A 64-year-old man with complaints of dyspnea and orthopnea secondary to a hepatic hydrothorax refractory to diuretic medication underwent the transjugular intrahepatic portosystemic shunt (TIPS) procedure to decrease the portal vein pressure. The TIPS procedure failed due to severe liver stiffness. Direct intrahepatic portocaval shunt (DIPS), a modified TIPS procedure that directly inserts a stent from the inferior vena cava to the portal vein, was successfully carried out.
The DIPS procedure significantly decreased the patient's pleural effusion and respiratory symptoms.

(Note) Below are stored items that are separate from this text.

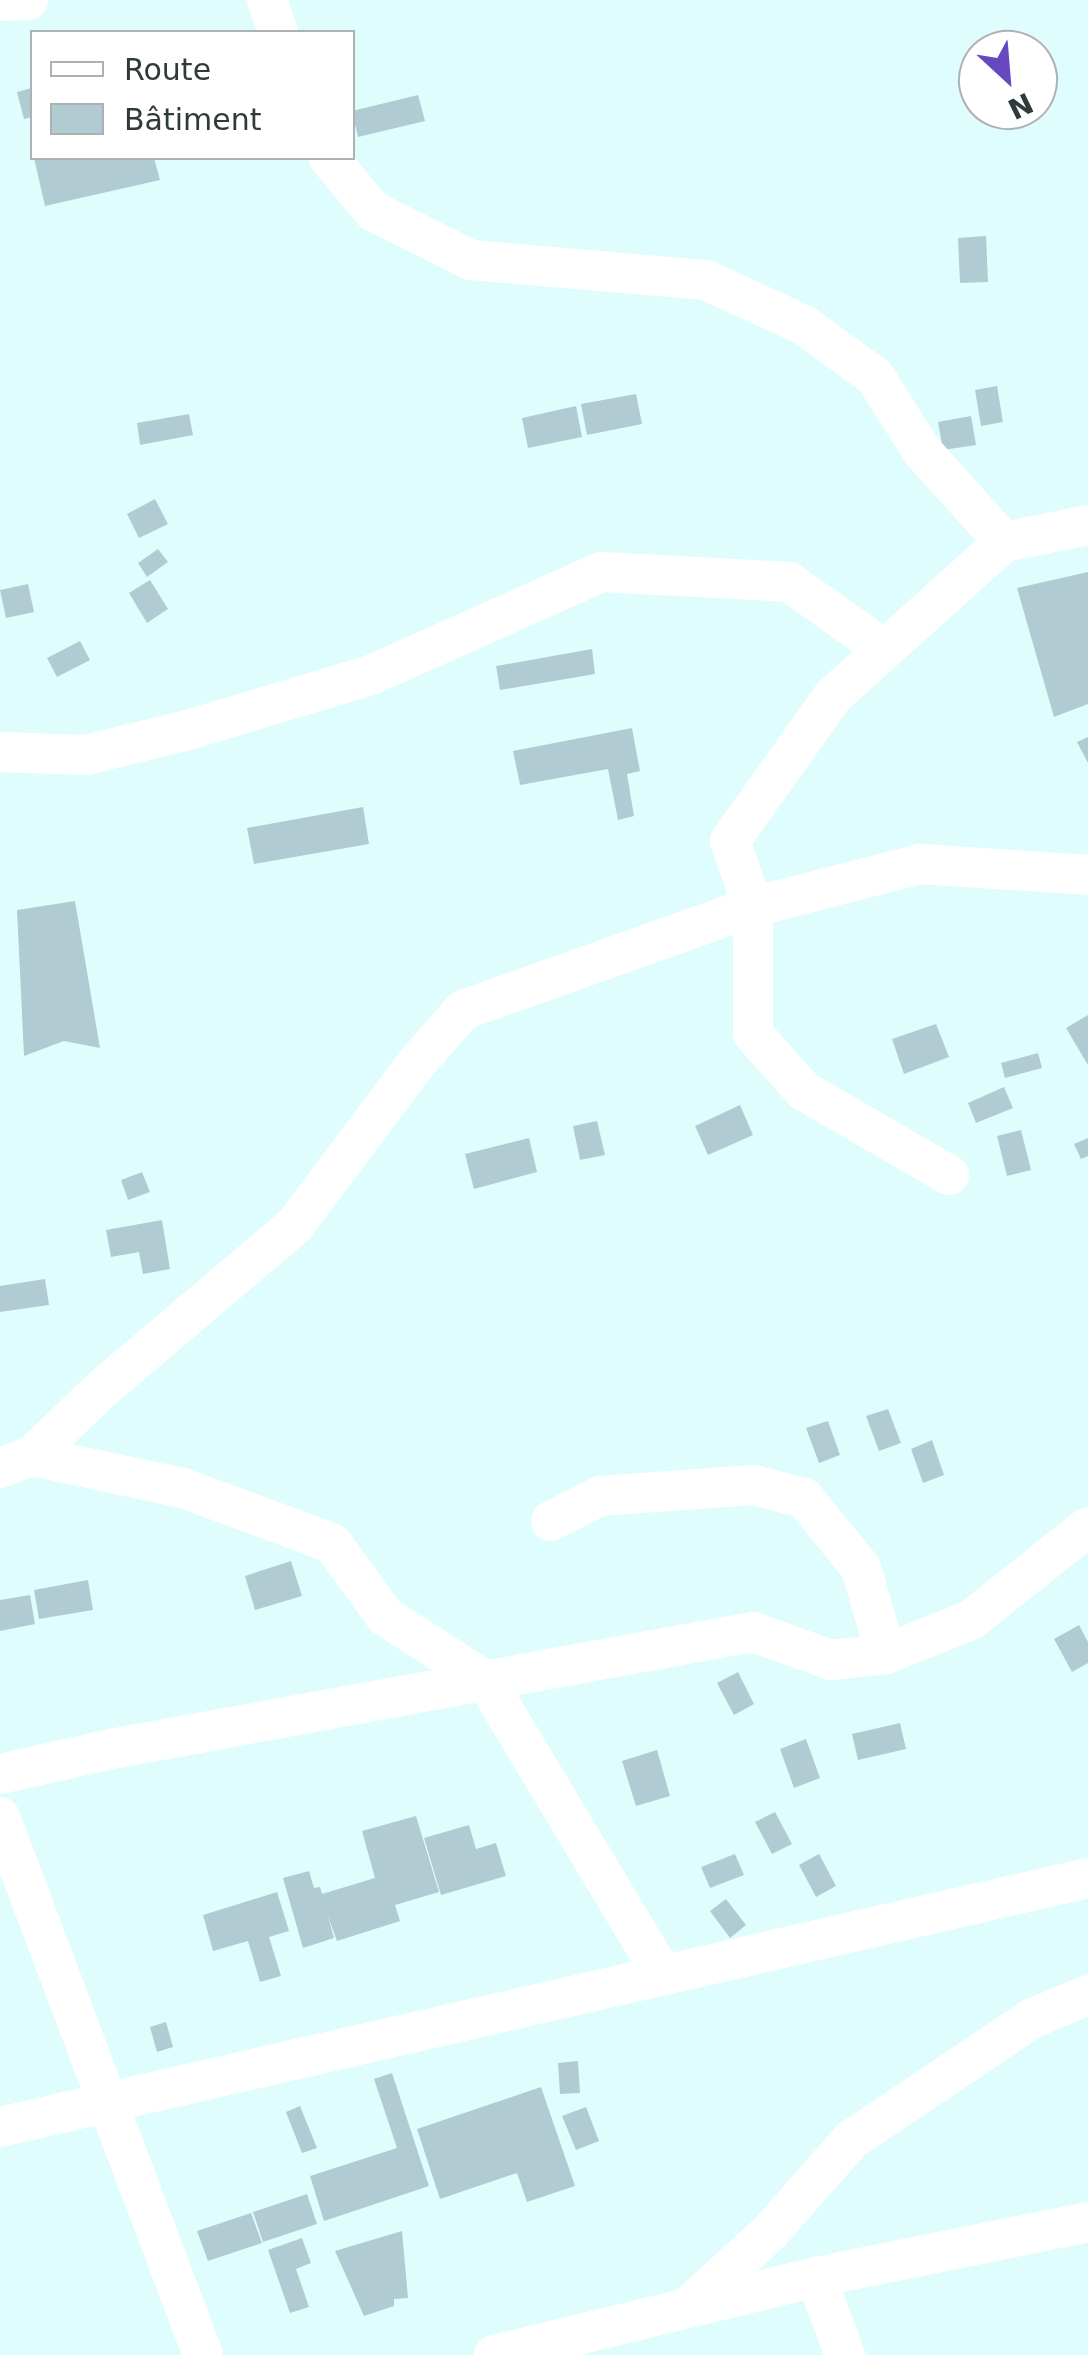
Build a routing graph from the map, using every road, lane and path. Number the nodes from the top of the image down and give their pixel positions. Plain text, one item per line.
1 (28, 0) edge
2 (267, 0) edge
3 (0, 2) edge
4 (277, 30) edge
5 (331, 160) edge
6 (1088, 525) edge
7 (1004, 542) junction
8 (884, 650) junction
9 (0, 752) edge
10 (1088, 875) edge
11 (753, 906) junction
12 (949, 1176) dead end
13 (16, 1462) edge
14 (551, 1522) dead end
15 (1088, 1526) edge
16 (886, 1654) junction
17 (486, 1681) junction
18 (0, 1774) edge
19 (0, 1817) edge
20 (1088, 1878) edge
21 (662, 1974) junction
22 (1088, 1995) edge
23 (104, 2100) junction
24 (0, 2127) edge
25 (1088, 2222) edge
26 (816, 2277) junction
27 (687, 2308) junction
28 (203, 2355) edge
29 (494, 2355) edge
30 (845, 2355) edge

1 - 3 street
2 - 4 street
5 - 7 street
6 - 7 street
7 - 8 street
8 - 9 street
8 - 11 street
10 - 11 street
11 - 12 street
11 - 13 street
13 - 17 street
14 - 16 street
15 - 16 street
16 - 17 street
17 - 18 street
17 - 21 street
19 - 23 street
20 - 21 street
21 - 23 street
22 - 27 street
23 - 24 street
23 - 28 street
25 - 26 street
26 - 27 street
26 - 30 street
27 - 29 street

No other medical treatment is available to control refractory pleural effusion caused by portal hypertension; however, the TIPS (or DIPS) procedure can be successfully carried out in patients <60 years old with a Model of End-Stage Liver Disease score <15.
一名64岁男性,因肝性胸水导致呼吸困难和端坐呼吸,对利尿剂治疗无效,接受经颈静脉肝内门体分流术(TIPS)以降低门静脉压力。由于肝脏严重硬化,TIPS手术失败。直接肝内门腔分流术(DIPS)是一种改良的TIPS手术,直接从下腔静脉向门静脉插入支架,手术成功实施。
DIPS手术显著减轻了患者的胸腔积液和呼吸症状。
对于门静脉高压引起的顽固性胸腔积液,没有其他可用的药物治疗方法;然而,终末期肝病模型评分<15的<60岁患者可以成功实施TIPS(或DIPS)手术。